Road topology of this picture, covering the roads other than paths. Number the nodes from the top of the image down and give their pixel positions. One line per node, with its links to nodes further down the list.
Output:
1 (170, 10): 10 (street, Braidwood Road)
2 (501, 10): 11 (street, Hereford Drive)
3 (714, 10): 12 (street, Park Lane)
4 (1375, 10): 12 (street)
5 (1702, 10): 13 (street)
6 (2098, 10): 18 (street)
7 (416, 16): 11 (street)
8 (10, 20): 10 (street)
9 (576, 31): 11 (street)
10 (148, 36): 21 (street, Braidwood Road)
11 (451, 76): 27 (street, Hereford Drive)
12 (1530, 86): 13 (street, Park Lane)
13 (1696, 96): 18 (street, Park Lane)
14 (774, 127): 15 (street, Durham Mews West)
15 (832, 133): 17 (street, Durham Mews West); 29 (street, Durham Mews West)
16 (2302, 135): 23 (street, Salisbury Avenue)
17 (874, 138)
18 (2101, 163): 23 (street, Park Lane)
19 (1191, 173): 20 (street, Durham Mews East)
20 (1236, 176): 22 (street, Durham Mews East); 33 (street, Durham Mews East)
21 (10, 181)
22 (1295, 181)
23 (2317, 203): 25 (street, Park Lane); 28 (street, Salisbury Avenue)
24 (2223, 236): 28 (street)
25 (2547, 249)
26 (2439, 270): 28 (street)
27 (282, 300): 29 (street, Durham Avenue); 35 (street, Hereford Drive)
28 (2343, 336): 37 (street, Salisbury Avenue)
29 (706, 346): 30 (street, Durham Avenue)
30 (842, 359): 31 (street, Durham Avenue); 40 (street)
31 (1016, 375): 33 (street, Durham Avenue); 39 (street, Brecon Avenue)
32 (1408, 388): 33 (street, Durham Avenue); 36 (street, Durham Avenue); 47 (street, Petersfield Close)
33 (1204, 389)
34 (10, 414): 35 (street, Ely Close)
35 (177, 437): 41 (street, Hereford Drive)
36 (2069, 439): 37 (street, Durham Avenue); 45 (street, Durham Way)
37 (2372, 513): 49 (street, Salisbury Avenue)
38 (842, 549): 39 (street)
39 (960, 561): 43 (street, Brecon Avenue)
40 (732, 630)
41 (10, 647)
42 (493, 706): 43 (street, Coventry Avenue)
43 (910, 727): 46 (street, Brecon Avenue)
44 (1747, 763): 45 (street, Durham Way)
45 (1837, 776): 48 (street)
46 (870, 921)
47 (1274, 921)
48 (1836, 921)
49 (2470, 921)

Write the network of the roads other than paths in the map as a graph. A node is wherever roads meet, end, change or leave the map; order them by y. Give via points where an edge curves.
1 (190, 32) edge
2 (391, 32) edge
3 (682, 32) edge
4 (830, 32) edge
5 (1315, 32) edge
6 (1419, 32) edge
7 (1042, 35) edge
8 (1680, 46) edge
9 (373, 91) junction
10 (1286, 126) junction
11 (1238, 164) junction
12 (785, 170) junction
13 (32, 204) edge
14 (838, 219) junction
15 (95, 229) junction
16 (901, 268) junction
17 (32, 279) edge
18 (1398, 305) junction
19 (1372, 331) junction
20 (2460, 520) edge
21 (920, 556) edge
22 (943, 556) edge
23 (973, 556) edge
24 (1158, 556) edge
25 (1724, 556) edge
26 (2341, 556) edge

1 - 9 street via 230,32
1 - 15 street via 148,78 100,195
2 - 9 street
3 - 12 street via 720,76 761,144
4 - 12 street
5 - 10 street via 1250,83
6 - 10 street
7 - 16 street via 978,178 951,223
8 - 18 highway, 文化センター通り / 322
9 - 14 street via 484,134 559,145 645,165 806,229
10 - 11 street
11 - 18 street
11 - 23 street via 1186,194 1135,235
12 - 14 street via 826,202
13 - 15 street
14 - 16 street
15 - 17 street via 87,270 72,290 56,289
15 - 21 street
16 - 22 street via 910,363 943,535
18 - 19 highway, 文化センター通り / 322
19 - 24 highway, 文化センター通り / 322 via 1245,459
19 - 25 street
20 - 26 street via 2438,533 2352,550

• • •

In your reply, restate every entry exactly.

Road topology of this picture, covering the roads other than paths. Number the nodes from the top of the image down and give their pixel positions. One line per node, with its links to nodes further down the list.
Output:
1 (170, 10): 10 (street, Braidwood Road)
2 (501, 10): 11 (street, Hereford Drive)
3 (714, 10): 12 (street, Park Lane)
4 (1375, 10): 12 (street)
5 (1702, 10): 13 (street)
6 (2098, 10): 18 (street)
7 (416, 16): 11 (street)
8 (10, 20): 10 (street)
9 (576, 31): 11 (street)
10 (148, 36): 21 (street, Braidwood Road)
11 (451, 76): 27 (street, Hereford Drive)
12 (1530, 86): 13 (street, Park Lane)
13 (1696, 96): 18 (street, Park Lane)
14 (774, 127): 15 (street, Durham Mews West)
15 (832, 133): 17 (street, Durham Mews West); 29 (street, Durham Mews West)
16 (2302, 135): 23 (street, Salisbury Avenue)
17 (874, 138)
18 (2101, 163): 23 (street, Park Lane)
19 (1191, 173): 20 (street, Durham Mews East)
20 (1236, 176): 22 (street, Durham Mews East); 33 (street, Durham Mews East)
21 (10, 181)
22 (1295, 181)
23 (2317, 203): 25 (street, Park Lane); 28 (street, Salisbury Avenue)
24 (2223, 236): 28 (street)
25 (2547, 249)
26 (2439, 270): 28 (street)
27 (282, 300): 29 (street, Durham Avenue); 35 (street, Hereford Drive)
28 (2343, 336): 37 (street, Salisbury Avenue)
29 (706, 346): 30 (street, Durham Avenue)
30 (842, 359): 31 (street, Durham Avenue); 40 (street)
31 (1016, 375): 33 (street, Durham Avenue); 39 (street, Brecon Avenue)
32 (1408, 388): 33 (street, Durham Avenue); 36 (street, Durham Avenue); 47 (street, Petersfield Close)
33 (1204, 389)
34 (10, 414): 35 (street, Ely Close)
35 (177, 437): 41 (street, Hereford Drive)
36 (2069, 439): 37 (street, Durham Avenue); 45 (street, Durham Way)
37 (2372, 513): 49 (street, Salisbury Avenue)
38 (842, 549): 39 (street)
39 (960, 561): 43 (street, Brecon Avenue)
40 (732, 630)
41 (10, 647)
42 (493, 706): 43 (street, Coventry Avenue)
43 (910, 727): 46 (street, Brecon Avenue)
44 (1747, 763): 45 (street, Durham Way)
45 (1837, 776): 48 (street)
46 (870, 921)
47 (1274, 921)
48 (1836, 921)
49 (2470, 921)

Write the network of the roads other than paths in the map as a graph. A node is wherever roads meet, end, change or leave the map; order them by y. Give via points where an edge curves.
1 (190, 32) edge
2 (391, 32) edge
3 (682, 32) edge
4 (830, 32) edge
5 (1315, 32) edge
6 (1419, 32) edge
7 (1042, 35) edge
8 (1680, 46) edge
9 (373, 91) junction
10 (1286, 126) junction
11 (1238, 164) junction
12 (785, 170) junction
13 (32, 204) edge
14 (838, 219) junction
15 (95, 229) junction
16 (901, 268) junction
17 (32, 279) edge
18 (1398, 305) junction
19 (1372, 331) junction
20 (2460, 520) edge
21 (920, 556) edge
22 (943, 556) edge
23 (973, 556) edge
24 (1158, 556) edge
25 (1724, 556) edge
26 (2341, 556) edge

1 - 9 street via 230,32
1 - 15 street via 148,78 100,195
2 - 9 street
3 - 12 street via 720,76 761,144
4 - 12 street
5 - 10 street via 1250,83
6 - 10 street
7 - 16 street via 978,178 951,223
8 - 18 highway, 文化センター通り / 322
9 - 14 street via 484,134 559,145 645,165 806,229
10 - 11 street
11 - 18 street
11 - 23 street via 1186,194 1135,235
12 - 14 street via 826,202
13 - 15 street
14 - 16 street
15 - 17 street via 87,270 72,290 56,289
15 - 21 street
16 - 22 street via 910,363 943,535
18 - 19 highway, 文化センター通り / 322
19 - 24 highway, 文化センター通り / 322 via 1245,459
19 - 25 street
20 - 26 street via 2438,533 2352,550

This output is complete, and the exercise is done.